--- ACTIVITY ---
Output the entries in full and verbatim, pictures omitted.

--- RECORDED INFORMATION ---
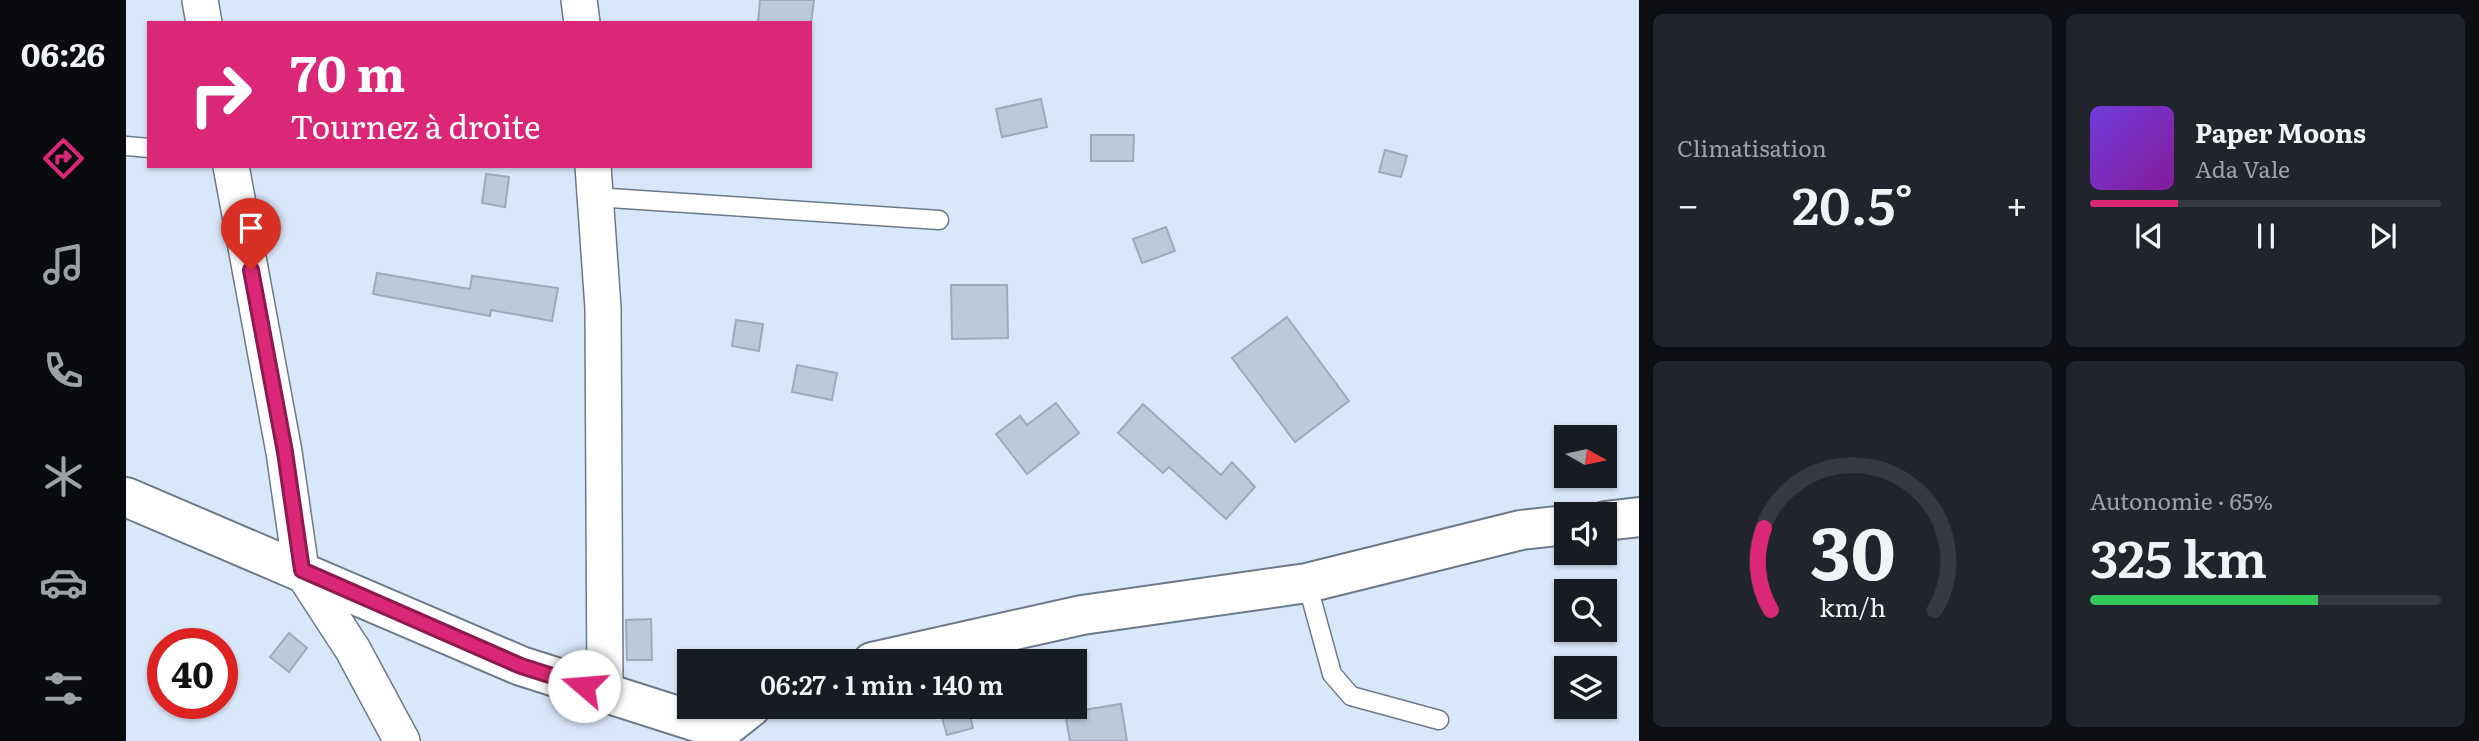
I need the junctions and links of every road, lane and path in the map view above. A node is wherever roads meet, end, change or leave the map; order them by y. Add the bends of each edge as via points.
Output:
1 (200, 0) edge
2 (579, 0) edge
3 (205, 21) edge
4 (582, 21) edge
5 (126, 146) edge
6 (147, 148) edge
7 (231, 168) edge
8 (594, 181) edge
9 (939, 220) dead end
10 (126, 497) edge
11 (1639, 517) edge
12 (1617, 520) edge
13 (1554, 526) edge
14 (302, 570) junction
15 (1307, 583) junction
16 (930, 649) edge
17 (605, 693) junction
18 (1439, 720) dead end
19 (726, 726) edge
20 (402, 741) edge

1 - 3 street
2 - 4 street
5 - 6 lane
7 - 14 street via 285,452
8 - 9 lane
8 - 17 street via 603,308
10 - 14 street
11 - 12 street
13 - 15 street via 1521,530
14 - 17 street via 521,666
14 - 20 street via 353,650
15 - 16 street via 1082,615
15 - 18 lane via 1332,674 1351,696
17 - 19 street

--- TASK OUTPUT ---
I need the junctions and links of every road, lane and path in the map view above. A node is wherever roads meet, end, change or leave the map; order them by y. Add the bends of each edge as via points.
Output:
1 (200, 0) edge
2 (579, 0) edge
3 (205, 21) edge
4 (582, 21) edge
5 (126, 146) edge
6 (147, 148) edge
7 (231, 168) edge
8 (594, 181) edge
9 (939, 220) dead end
10 (126, 497) edge
11 (1639, 517) edge
12 (1617, 520) edge
13 (1554, 526) edge
14 (302, 570) junction
15 (1307, 583) junction
16 (930, 649) edge
17 (605, 693) junction
18 (1439, 720) dead end
19 (726, 726) edge
20 (402, 741) edge

1 - 3 street
2 - 4 street
5 - 6 lane
7 - 14 street via 285,452
8 - 9 lane
8 - 17 street via 603,308
10 - 14 street
11 - 12 street
13 - 15 street via 1521,530
14 - 17 street via 521,666
14 - 20 street via 353,650
15 - 16 street via 1082,615
15 - 18 lane via 1332,674 1351,696
17 - 19 street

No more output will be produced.